**How to complete this task:** Filter the records below for the word "joint". Copy each line that holds it.

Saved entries

===============

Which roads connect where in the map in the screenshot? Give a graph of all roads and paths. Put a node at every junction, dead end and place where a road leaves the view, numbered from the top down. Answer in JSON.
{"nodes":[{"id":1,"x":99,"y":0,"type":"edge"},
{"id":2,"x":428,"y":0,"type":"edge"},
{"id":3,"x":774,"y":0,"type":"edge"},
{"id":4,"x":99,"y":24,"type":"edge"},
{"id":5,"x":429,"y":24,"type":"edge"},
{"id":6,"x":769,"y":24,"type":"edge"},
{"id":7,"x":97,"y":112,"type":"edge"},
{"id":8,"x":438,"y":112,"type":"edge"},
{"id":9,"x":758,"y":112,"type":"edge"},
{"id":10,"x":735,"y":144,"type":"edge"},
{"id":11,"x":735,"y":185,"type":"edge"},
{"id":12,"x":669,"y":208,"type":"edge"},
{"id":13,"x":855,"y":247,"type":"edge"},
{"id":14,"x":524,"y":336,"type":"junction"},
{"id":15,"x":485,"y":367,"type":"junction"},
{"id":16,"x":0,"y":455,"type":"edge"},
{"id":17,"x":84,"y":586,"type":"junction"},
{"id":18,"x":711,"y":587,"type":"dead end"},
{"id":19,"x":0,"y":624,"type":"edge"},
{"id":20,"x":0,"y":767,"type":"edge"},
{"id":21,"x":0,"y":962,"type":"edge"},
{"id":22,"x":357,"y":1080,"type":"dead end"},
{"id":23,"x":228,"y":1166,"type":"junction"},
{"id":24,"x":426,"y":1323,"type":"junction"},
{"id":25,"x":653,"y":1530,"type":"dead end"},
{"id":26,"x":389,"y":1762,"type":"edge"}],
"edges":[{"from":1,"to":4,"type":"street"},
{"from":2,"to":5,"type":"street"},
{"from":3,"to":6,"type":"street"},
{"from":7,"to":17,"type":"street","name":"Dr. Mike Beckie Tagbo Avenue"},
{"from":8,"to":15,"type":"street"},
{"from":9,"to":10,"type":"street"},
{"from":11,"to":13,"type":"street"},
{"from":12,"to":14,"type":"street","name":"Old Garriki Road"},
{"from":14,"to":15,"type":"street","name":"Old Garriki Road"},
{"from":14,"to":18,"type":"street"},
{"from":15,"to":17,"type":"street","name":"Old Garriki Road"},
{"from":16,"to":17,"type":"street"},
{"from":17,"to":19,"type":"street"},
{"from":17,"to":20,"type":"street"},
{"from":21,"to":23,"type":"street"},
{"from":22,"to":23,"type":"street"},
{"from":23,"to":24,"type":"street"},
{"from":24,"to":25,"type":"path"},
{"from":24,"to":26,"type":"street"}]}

===============

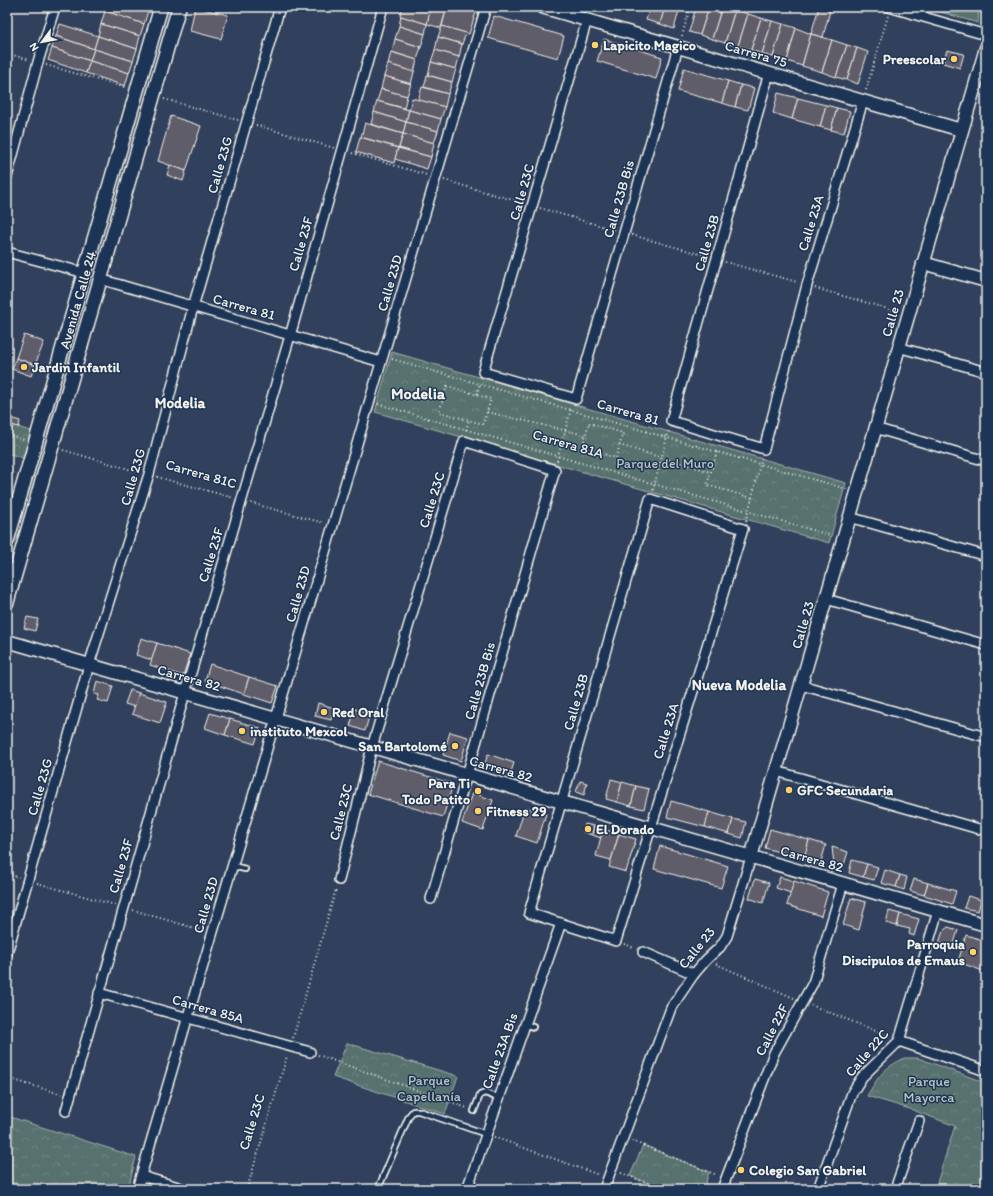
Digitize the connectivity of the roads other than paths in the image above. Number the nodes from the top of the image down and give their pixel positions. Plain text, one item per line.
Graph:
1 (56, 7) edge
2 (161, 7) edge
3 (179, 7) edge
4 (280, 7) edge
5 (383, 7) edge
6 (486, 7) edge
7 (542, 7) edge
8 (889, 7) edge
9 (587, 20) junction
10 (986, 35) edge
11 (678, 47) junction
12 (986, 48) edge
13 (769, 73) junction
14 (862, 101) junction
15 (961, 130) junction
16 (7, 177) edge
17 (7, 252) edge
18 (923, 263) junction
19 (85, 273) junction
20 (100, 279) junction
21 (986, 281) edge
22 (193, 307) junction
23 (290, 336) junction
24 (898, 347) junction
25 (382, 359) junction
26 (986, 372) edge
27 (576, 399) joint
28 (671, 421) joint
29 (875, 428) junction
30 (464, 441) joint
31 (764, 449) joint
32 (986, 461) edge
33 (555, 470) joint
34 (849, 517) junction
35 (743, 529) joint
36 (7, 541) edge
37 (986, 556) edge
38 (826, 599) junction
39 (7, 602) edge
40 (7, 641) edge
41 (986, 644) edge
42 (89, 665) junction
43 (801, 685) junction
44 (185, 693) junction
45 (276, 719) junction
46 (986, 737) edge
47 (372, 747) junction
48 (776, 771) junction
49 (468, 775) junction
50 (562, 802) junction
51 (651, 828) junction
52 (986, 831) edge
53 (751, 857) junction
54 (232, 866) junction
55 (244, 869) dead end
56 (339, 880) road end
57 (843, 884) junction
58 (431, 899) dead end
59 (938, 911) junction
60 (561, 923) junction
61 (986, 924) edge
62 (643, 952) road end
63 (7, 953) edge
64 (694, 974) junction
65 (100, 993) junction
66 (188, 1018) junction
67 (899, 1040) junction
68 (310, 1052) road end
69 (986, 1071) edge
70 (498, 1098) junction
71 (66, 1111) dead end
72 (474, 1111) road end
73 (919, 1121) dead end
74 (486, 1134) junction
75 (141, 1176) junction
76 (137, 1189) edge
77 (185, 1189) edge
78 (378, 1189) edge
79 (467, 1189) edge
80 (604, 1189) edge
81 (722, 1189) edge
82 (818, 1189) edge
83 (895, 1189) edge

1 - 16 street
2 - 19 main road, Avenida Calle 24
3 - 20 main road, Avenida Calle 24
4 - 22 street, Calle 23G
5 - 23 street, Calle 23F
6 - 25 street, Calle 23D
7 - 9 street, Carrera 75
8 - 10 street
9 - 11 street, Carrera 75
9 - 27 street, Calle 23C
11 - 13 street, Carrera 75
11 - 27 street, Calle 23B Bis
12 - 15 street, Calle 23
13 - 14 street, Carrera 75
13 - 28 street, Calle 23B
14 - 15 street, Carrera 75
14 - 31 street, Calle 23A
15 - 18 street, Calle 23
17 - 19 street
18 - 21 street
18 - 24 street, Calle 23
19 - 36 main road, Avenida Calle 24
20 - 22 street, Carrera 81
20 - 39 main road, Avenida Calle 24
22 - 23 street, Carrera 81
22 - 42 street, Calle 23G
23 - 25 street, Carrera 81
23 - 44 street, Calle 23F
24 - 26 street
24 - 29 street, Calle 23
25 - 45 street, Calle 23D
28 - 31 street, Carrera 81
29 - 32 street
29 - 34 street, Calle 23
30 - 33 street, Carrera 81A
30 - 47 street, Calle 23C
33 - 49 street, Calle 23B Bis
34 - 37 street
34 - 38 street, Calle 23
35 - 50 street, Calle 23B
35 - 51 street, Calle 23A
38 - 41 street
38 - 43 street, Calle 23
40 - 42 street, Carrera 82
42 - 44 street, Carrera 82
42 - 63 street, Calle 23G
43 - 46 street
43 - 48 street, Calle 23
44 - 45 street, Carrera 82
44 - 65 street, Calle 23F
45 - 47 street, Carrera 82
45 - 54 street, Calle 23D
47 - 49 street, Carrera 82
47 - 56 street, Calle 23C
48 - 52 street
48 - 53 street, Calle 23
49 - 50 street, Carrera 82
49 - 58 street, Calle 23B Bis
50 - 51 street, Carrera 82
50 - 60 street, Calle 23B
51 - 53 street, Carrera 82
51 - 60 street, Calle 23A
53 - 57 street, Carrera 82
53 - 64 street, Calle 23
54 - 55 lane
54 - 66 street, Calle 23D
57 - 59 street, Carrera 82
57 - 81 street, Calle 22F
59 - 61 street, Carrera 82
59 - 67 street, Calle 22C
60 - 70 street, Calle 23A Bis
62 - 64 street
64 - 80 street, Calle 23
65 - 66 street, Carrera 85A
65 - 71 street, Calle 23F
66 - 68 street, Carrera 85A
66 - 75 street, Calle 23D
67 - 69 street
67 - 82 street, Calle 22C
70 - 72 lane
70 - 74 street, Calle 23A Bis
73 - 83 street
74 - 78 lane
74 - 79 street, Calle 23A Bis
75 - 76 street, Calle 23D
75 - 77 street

===============

**Result of the exercise:**
27 (576, 399) joint
28 (671, 421) joint
30 (464, 441) joint
31 (764, 449) joint
33 (555, 470) joint
35 (743, 529) joint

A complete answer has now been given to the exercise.